The main drawbacks of traveling like this, some say, is that you can never really get to know a place in such a short space of time. Yes, you can see the main sights and say you’ve stood in front of them, but do you really know what that place is like, what makes it tick? This of course depends on what you actually do during your time in that place, but if you’re simply there for a few days, you see the sights and move on. There’s no connection, and if you’re doing a trip with many stops, that place will just merge into others in your memory and become a blur.
The other disadvantage of traveling quickly is that it is absolutely exhausting. Even if you have the smallest amount of luggage, picking it all up and moving on every few days can really drain you to the point where all you want to do is be at home. You have the same conversations with the same people in every city you move on to, and the phrase ‘If I see one more amazing cathedral, I’ll scream’ will definitely pass through your mind at least once.
These disadvantages might not rear their ugly head for a long while, and for the very few they might not appear at all. But, if you do choose the travel like this on a long term basis, I can almost guarantee that you will feel this way at some point or another, which might make you think about taking it easy for a while.
To begin with, slow travel gives you that opportunity to really connect with a place. You can get to know its people, food, hidden places, and local secrets. The more time you spend in one spot the more you can appreciate it and gain a greater sense of its identity. You can come back from your journey really knowing what it’s like to live in that place, and you will most definitely leave a part of yourself there.
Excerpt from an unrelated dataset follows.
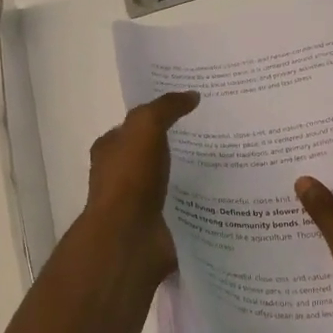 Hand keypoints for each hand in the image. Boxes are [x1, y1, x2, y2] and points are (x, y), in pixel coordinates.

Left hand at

Instead of having to pick and choose between the sights and things you want to see, slow travel allows you to take the time to see them all. If you’re only in one place for a few days there is no way you can pack in all those things. With slow travel, you can see all those iconic sights, and have time to spare to find the more offbeat spots that most tourists miss. Most of the time, those are the absolute gems.
If you’re very keen to see the world, sometimes it takes a while to learn how to see it slowly. Once you’ve got the travel bug, it’s easy to get itchy feet and constantly yearn for new horizons. Slow travel can be frustrating sometimes if you’re someone who is constantly dreaming of new destinations. This is why it’s not the style for everyone, as it does require a certain level of patience and contentment in your surroundings.
A disadvantage for many is that they simply don’t have the time. Unless you decide to take the leap into full time travel, you don’t have much of an option to spend lots of time in one place so you make do with taking quick trips. Traveling slowly does take a certain level of commitment, and if you’re simply traveling during your vacation time it’s not the best option for you.
Slow travel doesn’t mean spending months in one place. It can simply mean spending a couple of weeks in one city instead of 3 days, or choosing just a few stops on your next trip instead of trying to cram in as many as possible. If you’re eager to see as much of the world as possible with limited time, go out and race through it if you’re happy with doing it that way – at least you’re getting out there and doing it.
I think it’s probably fairly obvious by now which style I prefer, as after four years of making my life about travel and having experienced both of these, slow travel is definitely the option for me. While I will, of course, be doing quick trips in the future, I want to really immerse myself in my travel choices, and get to know the identity of a place. I’ve been to cities and can’t even remember what they look like because they were packed into one trip. Having now lived and worked in two cities for more than 6 months, I know that slow travel is really where my heart is at.
Where do you sit on the Slow vs. Fast Travel debate?